Entertainment

Tahj Mowry as a kid in Full House
Warner Bros. Television

Yup — Tahj Mowry Is Just As Charming An Adult As He Was An Adorable Kiddo

by Kathleen Walsh

Ever wonder what your favorite childhood stars are doing now? Same. In Romper’s new series Claim to Fame, we’re bringing you exclusive interviews with the faces of the past, contextualizing them in the present, and finding out what they’ve learned from their claim to fame.

For Disney Channel fans of a certain age like myself, Tahj Mowry is synonymous with the show Smart Guy, in which he played a pre-teen genius, or the movie Seventeen Again (an absolute classic of the TV movie genre) with his sisters, Tia and Tamera. He also had a recurring role on Full House and guest spots on Friends. Oh, and he was also the original voice of Wade on Kim Possible, which now has a live-action original movie reboot of its own. So it's understandable if you don't recognize the now 32-year-old regulation hottie as the adorable pip squeak he was during his Disney days.

Talking to Mowry on the phone — who got his first taste of the spotlight at the ripe old age of 4 years old acting alongside Patti LaBelle and Vivica Fox in Out All Night — he is disarmingly friendly and, well, normal. He attributes his relative normal-ness to the fact that even though he spent his middle school years all over your TV, he also went to regular middle school. And no, he wasn't always the most popular kid on campus. (I mean, at least not until he got to high school.)

"In middle school, I was just this, you know, short actor kid. People saw me on TV and I would sometimes be in school and then sometimes I wouldn’t be in school." He continues, laughing, "they didn't really like me in those years. Because they were all, 'He only comes to school when he wants to.'" Luckily for Mowry, he says his social life gained steam once he got a little older.

Perhaps part of this is because acting took a back seat in those years. Mowry explains that while he was in high school he really only did voiceover work for Kim Possible instead of being on screen because he wanted a normal life. Then again, he also tells me that considering he's been acting since he was barely out of diapers — working all the time pretty much is normal for him. He says, "I didn’t think it was weird or anything. I mean, it was just, you know, my job and it was what I wanted to do."

Of course on those Disney Channel movies and shows Mowry also sometimes got to work with his equally busy (and might I add, equally delightful) sisters, Tia and Tamera. They made an appearance on Smart Guy and he showed up on their show, Sister, Sister. I ask if this was ever difficult — thinking of when I try to work with my siblings on anything at all — and it turns out his experiences are way different than mine.

"It’s kind of funny cause it’s not really work when we work together," he tells me, calling it a "treat." He goes on, "It's just like hanging out with your family, really."

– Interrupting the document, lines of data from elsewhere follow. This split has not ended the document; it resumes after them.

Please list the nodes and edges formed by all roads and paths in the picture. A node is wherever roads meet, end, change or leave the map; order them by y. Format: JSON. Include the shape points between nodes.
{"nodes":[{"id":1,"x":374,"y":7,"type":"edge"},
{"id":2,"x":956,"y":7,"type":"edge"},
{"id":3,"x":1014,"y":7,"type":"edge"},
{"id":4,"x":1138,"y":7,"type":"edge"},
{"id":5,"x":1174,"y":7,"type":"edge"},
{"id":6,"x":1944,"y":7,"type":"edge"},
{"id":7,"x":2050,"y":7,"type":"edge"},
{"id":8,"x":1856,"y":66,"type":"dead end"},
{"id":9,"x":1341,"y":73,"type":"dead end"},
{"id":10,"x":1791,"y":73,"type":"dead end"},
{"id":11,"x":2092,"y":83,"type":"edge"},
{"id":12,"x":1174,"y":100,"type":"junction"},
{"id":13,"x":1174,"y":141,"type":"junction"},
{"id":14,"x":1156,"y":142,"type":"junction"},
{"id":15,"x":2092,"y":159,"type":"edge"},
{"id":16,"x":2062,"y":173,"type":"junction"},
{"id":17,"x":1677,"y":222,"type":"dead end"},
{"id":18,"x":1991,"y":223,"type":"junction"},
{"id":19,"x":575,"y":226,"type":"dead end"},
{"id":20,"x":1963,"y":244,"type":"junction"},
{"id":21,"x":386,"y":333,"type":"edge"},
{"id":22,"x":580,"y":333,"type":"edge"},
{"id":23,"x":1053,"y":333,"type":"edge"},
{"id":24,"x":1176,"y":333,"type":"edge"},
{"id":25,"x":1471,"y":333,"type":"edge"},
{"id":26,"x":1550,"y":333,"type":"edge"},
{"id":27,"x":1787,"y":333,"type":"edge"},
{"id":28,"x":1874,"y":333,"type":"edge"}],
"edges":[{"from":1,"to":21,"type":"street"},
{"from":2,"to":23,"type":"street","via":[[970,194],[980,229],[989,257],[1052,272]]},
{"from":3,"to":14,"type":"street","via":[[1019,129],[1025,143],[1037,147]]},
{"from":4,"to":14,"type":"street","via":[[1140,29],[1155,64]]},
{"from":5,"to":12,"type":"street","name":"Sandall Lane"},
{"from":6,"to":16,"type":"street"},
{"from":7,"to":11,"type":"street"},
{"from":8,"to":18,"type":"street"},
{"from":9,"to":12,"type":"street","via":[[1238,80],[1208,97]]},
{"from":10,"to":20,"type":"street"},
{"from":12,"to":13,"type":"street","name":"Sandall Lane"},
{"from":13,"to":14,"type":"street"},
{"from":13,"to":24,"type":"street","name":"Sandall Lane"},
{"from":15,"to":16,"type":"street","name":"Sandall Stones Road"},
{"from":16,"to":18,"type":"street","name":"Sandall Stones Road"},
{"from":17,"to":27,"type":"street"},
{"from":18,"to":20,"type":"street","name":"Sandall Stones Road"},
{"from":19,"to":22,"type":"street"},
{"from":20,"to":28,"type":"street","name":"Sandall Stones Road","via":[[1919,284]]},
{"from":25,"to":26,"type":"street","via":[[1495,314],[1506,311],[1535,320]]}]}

The Mowrys are all clearly super close with each other, which just gives me all the warm and fuzzies. Can I be a part of this family, please? I'll totally bring a casserole to the next family gathering.

Mowry also teases that he's not opposed to a sequel to Seventeen Again, which he starred in alongside both sisters (and which came out years before the Zach Efron movie of the same name). Personally, I've been waiting patiently for this movie for over 15 years now, so I think it's time to make it happen.

As for Mowry's adult acting life? Well, you've maybe watched him on the adorable sitcom Baby Daddy on Freeform, about a guy whose one-night-stand leaves a baby on his doorstep one day — hijinks ensue. The show finished its six season run in 2017, and since then Mowry has stayed busy. He tells me he filmed an independent movie in the beginning of the year called Welcome Matt, in which Mowry pivots from comedy to a slightly darker, and definitely more dramatic role.

"I play somebody who went through a traumatic experience, so he has agoraphobia so he can't leave his home," he tells me. Definitely a far cry from a multi-cam sitcom. He also teases that he's finishing up writing a screenplay of his own at the moment — a psychological horror movie — but he won't spill anymore details to me.

OK, by now you've probably all figured out that I kind of have a crush on Tahj Mowry now. But I mean... don't you?